Goal of the exercise
Please transcribe the entries exactly and omit the images they contain.

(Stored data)

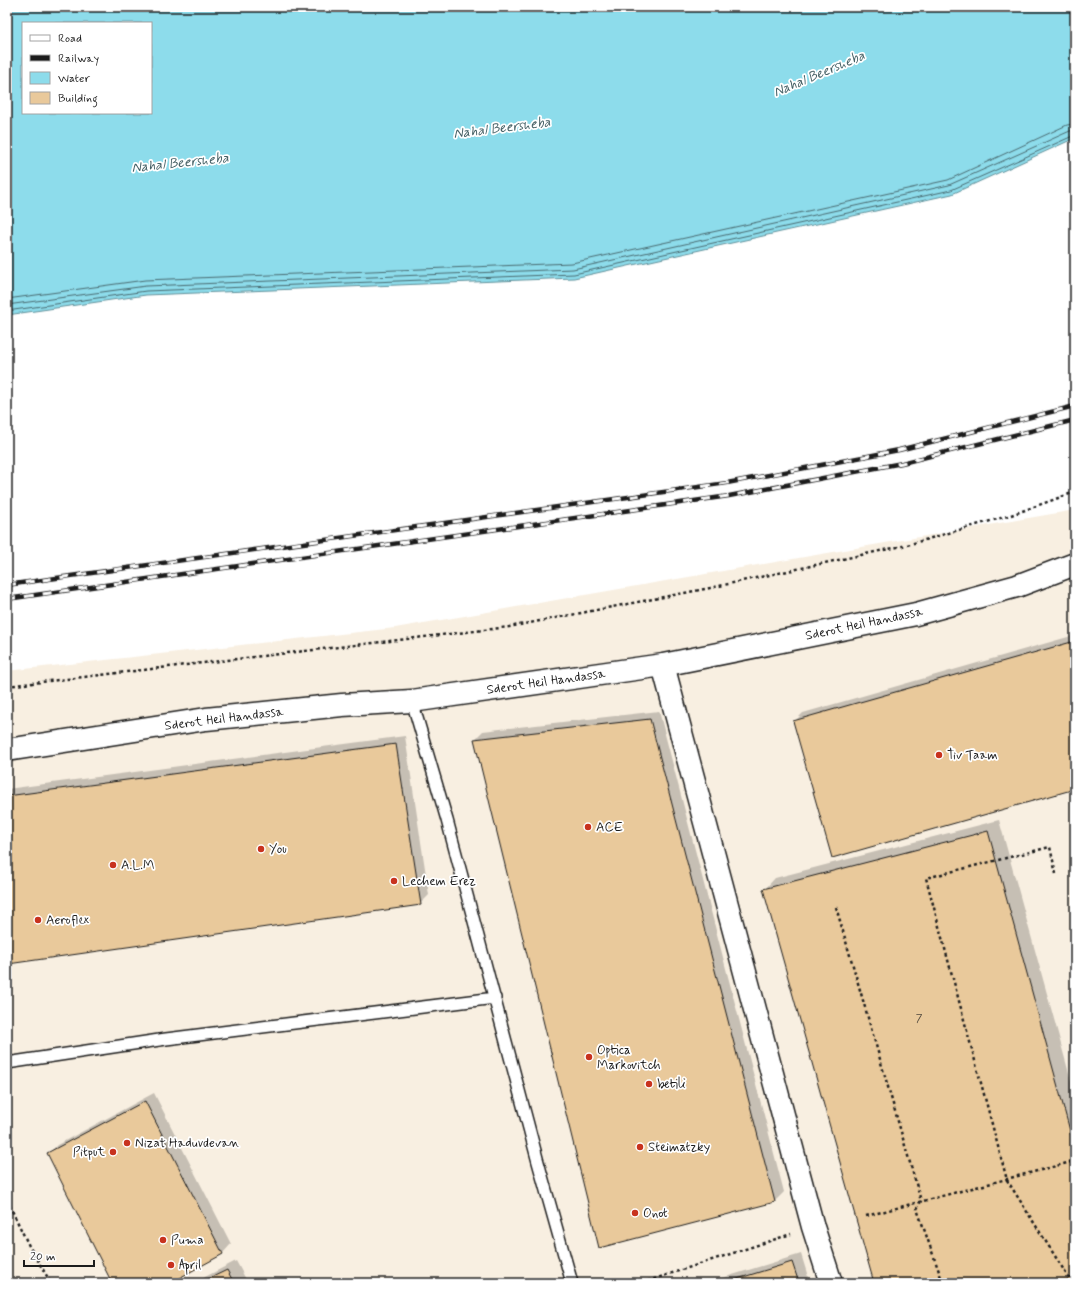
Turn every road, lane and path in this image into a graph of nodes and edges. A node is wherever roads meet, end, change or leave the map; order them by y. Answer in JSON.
{"nodes":[{"id":1,"x":1075,"y":492,"type":"edge"},
{"id":2,"x":1075,"y":564,"type":"edge"},
{"id":3,"x":663,"y":665,"type":"junction"},
{"id":4,"x":7,"y":686,"type":"edge"},
{"id":5,"x":412,"y":701,"type":"junction"},
{"id":6,"x":7,"y":750,"type":"edge"},
{"id":7,"x":1056,"y":874,"type":"dead end"},
{"id":8,"x":836,"y":907,"type":"dead end"},
{"id":9,"x":494,"y":998,"type":"junction"},
{"id":10,"x":7,"y":1062,"type":"edge"},
{"id":11,"x":1075,"y":1161,"type":"edge"},
{"id":12,"x":1007,"y":1180,"type":"junction"},
{"id":13,"x":7,"y":1200,"type":"edge"},
{"id":14,"x":922,"y":1201,"type":"junction"},
{"id":15,"x":866,"y":1216,"type":"dead end"},
{"id":16,"x":813,"y":1227,"type":"junction"},
{"id":17,"x":51,"y":1283,"type":"edge"},
{"id":18,"x":572,"y":1283,"type":"edge"},
{"id":19,"x":642,"y":1283,"type":"edge"},
{"id":20,"x":831,"y":1283,"type":"edge"},
{"id":21,"x":943,"y":1283,"type":"edge"},
{"id":22,"x":1072,"y":1283,"type":"edge"}],
"edges":[{"from":1,"to":4,"type":"path"},
{"from":2,"to":3,"type":"street","name":"Sderot Heil Handassa"},
{"from":3,"to":5,"type":"street","name":"Sderot Heil Handassa"},
{"from":3,"to":16,"type":"street"},
{"from":5,"to":6,"type":"street","name":"Sderot Heil Handassa"},
{"from":5,"to":9,"type":"lane"},
{"from":7,"to":12,"type":"path"},
{"from":8,"to":14,"type":"path"},
{"from":9,"to":10,"type":"lane"},
{"from":9,"to":18,"type":"lane"},
{"from":11,"to":12,"type":"path"},
{"from":12,"to":14,"type":"path"},
{"from":12,"to":22,"type":"path"},
{"from":13,"to":17,"type":"path"},
{"from":14,"to":15,"type":"path"},
{"from":14,"to":21,"type":"path"},
{"from":16,"to":19,"type":"path"},
{"from":16,"to":20,"type":"street"}]}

Completed exercise
Turn every road, lane and path in this image into a graph of nodes and edges. A node is wherever roads meet, end, change or leave the map; order them by y. Answer in JSON.
{"nodes":[{"id":1,"x":1075,"y":492,"type":"edge"},
{"id":2,"x":1075,"y":564,"type":"edge"},
{"id":3,"x":663,"y":665,"type":"junction"},
{"id":4,"x":7,"y":686,"type":"edge"},
{"id":5,"x":412,"y":701,"type":"junction"},
{"id":6,"x":7,"y":750,"type":"edge"},
{"id":7,"x":1056,"y":874,"type":"dead end"},
{"id":8,"x":836,"y":907,"type":"dead end"},
{"id":9,"x":494,"y":998,"type":"junction"},
{"id":10,"x":7,"y":1062,"type":"edge"},
{"id":11,"x":1075,"y":1161,"type":"edge"},
{"id":12,"x":1007,"y":1180,"type":"junction"},
{"id":13,"x":7,"y":1200,"type":"edge"},
{"id":14,"x":922,"y":1201,"type":"junction"},
{"id":15,"x":866,"y":1216,"type":"dead end"},
{"id":16,"x":813,"y":1227,"type":"junction"},
{"id":17,"x":51,"y":1283,"type":"edge"},
{"id":18,"x":572,"y":1283,"type":"edge"},
{"id":19,"x":642,"y":1283,"type":"edge"},
{"id":20,"x":831,"y":1283,"type":"edge"},
{"id":21,"x":943,"y":1283,"type":"edge"},
{"id":22,"x":1072,"y":1283,"type":"edge"}],
"edges":[{"from":1,"to":4,"type":"path"},
{"from":2,"to":3,"type":"street","name":"Sderot Heil Handassa"},
{"from":3,"to":5,"type":"street","name":"Sderot Heil Handassa"},
{"from":3,"to":16,"type":"street"},
{"from":5,"to":6,"type":"street","name":"Sderot Heil Handassa"},
{"from":5,"to":9,"type":"lane"},
{"from":7,"to":12,"type":"path"},
{"from":8,"to":14,"type":"path"},
{"from":9,"to":10,"type":"lane"},
{"from":9,"to":18,"type":"lane"},
{"from":11,"to":12,"type":"path"},
{"from":12,"to":14,"type":"path"},
{"from":12,"to":22,"type":"path"},
{"from":13,"to":17,"type":"path"},
{"from":14,"to":15,"type":"path"},
{"from":14,"to":21,"type":"path"},
{"from":16,"to":19,"type":"path"},
{"from":16,"to":20,"type":"street"}]}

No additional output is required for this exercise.